The social surveys of Mayhew, Booth, and Rowntree had a great significance in moving forward the debate about the causes of poverty. They went beyond the head counting of census takers, the 'number crunching' of statisticians and the selective evidence of commissions. They had a real impact on the contemporary understanding about the nature of poverty. Mayhew challenged the accepted orthodoxy that the poor were authors of their own misfortune. Booth showed that in London poverty was the result of a low income, and so squalor set in. Rowntree attempted a sophisticated analysis of poverty by using indices like diet, housing, and clothing to determine a minimum income on both a primary and secondary scale.

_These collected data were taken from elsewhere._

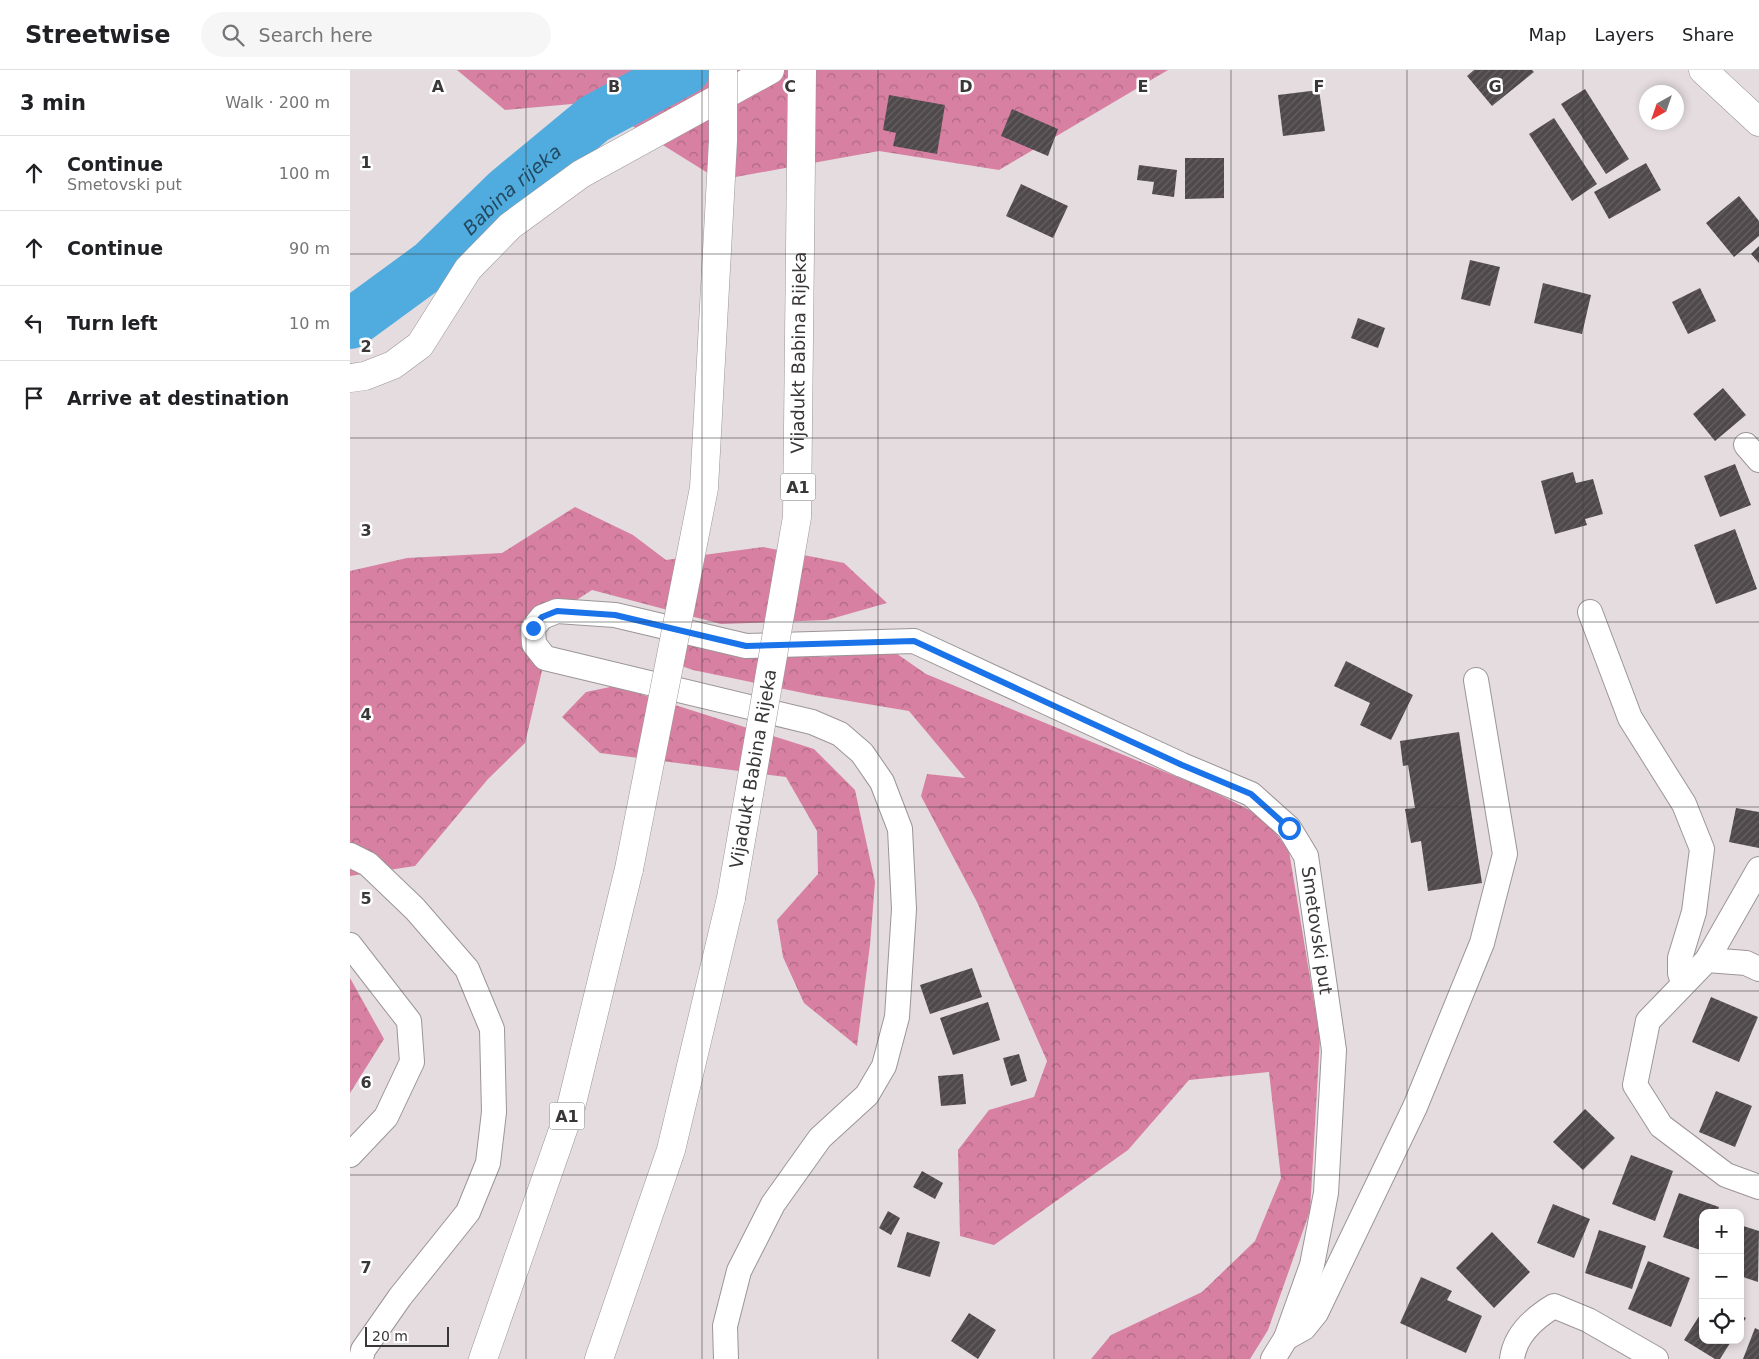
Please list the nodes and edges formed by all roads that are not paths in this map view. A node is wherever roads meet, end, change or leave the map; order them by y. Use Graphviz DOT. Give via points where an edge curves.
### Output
graph roads {
  1 [pos="723,70"];
  2 [pos="770,70"];
  3 [pos="802,70"];
  4 [pos="1708,73"];
  5 [pos="1759,122"];
  6 [pos="350,378"];
  7 [pos="1590,612"];
  8 [pos="1476,680"];
  9 [pos="350,855"];
  10 [pos="1759,869"];
  11 [pos="350,945"];
  12 [pos="1707,960"];
  13 [pos="1759,969"];
  14 [pos="1684,982"];
  15 [pos="350,1155"];
  16 [pos="1759,1187"];
  17 [pos="1286,1338"];
  18 [pos="484,1358"];
  19 [pos="360,1359"];
  20 [pos="599,1359"];
  21 [pos="726,1359"];
  22 [pos="1274,1359"];
  23 [pos="1512,1359"];
  24 [pos="1656,1359"];
  1 -- 18 [label="main road, A1, bridge" via="723,141 704,488 629,869 570,1107"];
  2 -- 6 [label="main road" via="581,174 510,226 468,269 420,345 393,365"];
  3 -- 20 [label="main road, Vijadukt Babina Rijeka / A1, bridge" via="797,517 731,898 671,1150"];
  4 -- 5 [label="main road"];
  7 -- 14 [label="street" via="1630,718 1684,804 1702,849 1694,912 1680,958"];
  8 -- 17 [label="street" via="1505,854 1482,943 1415,1107 1316,1313 1304,1328"];
  9 -- 19 [label="street" via="368,864 415,910 467,969 492,1028 494,1112 488,1163 468,1212 400,1296"];
  10 -- 12 [label="street"];
  11 -- 15 [label="street" via="409,1021 412,1062 386,1117"];
  12 -- 13 [label="street" via="1746,963"];
  12 -- 14 [label="street"];
  14 -- 16 [label="street" via="1648,1021 1635,1085 1661,1126 1726,1175"];
  17 -- 21 [label="street, Smetovski put" via="1312,1265 1326,1193 1334,1050 1306,856 1289,828 1251,794 914,641 746,646 615,615 557,611 542,617 533,628 534,644 545,658 812,722 840,734 862,753 882,782 900,829 904,909 897,1017 884,1066 867,1095 820,1138 773,1204 739,1271 725,1326"];
  17 -- 22 [label="street, Smetovski put"];
  23 -- 24 [label="street" via="1517,1342 1526,1329 1554,1306 1588,1320"];
}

Overall, Mayhew, Booth and Rowntree showed that low earnings, irregular employment, large families, sickness and old age, NOT drunkenness and idleness were the root causes of poverty in the nineteenth century. These social surveys did have an enormous impact because of their use of statistics. Because this was a scientific age, people were more likely to believe the results of the surveys due to the scientific manner on which they were conducted, and the empirical and scientific results that they
produced. It did therefore give a certain authenticity, and was a breakthrough in research into the poor. Rowntree's study was more scientific and empirical than Booth or Mayhew's, due to the fact that he studies wages, and concluded with a 'poverty line' and set the bare minimum of living at earning 21s 8d a week. Compared to Booths subjective study showing 28% of the population in poverty, Rowntree was therefore more scientific and so therefore more believable. However, the criticisms of these social
investigations by Helen Bosanquet, a prominent member of the 'Charities Organisations Society' harks back to the old ideas and attitudes regarding the poor, she believed that the poor were poor because they were lazy, idle, and bad managers of money. She believed that there was still the distinction between deserving and undeserving poor, and she deeply criticised the work of the individuals. For example she criticised Booths methodology, which overestimated the extent of poverty and his definition of a poverty line was too loose. Rowntree's findings were criticised by her for setting the poverty line too high! This shows that despite the slow and gradual change in attitudes brought about by the work of individuals, people still believed in the old ideas about the poor throught the nineteenth century and into the twentieth, Bosanquet is a prime example of this 'ignorance'. However these social investigations were prompted partly by genuine humanitarian concerns, and partly by violent demonstrations by unemployed men in the mid 1880's coinciding with one of the periodic economic slumps. They were intended to provide factual evidence about poverty, in contrast to the rather emotional and sensational accounts that were becoming rather common in the 1880's.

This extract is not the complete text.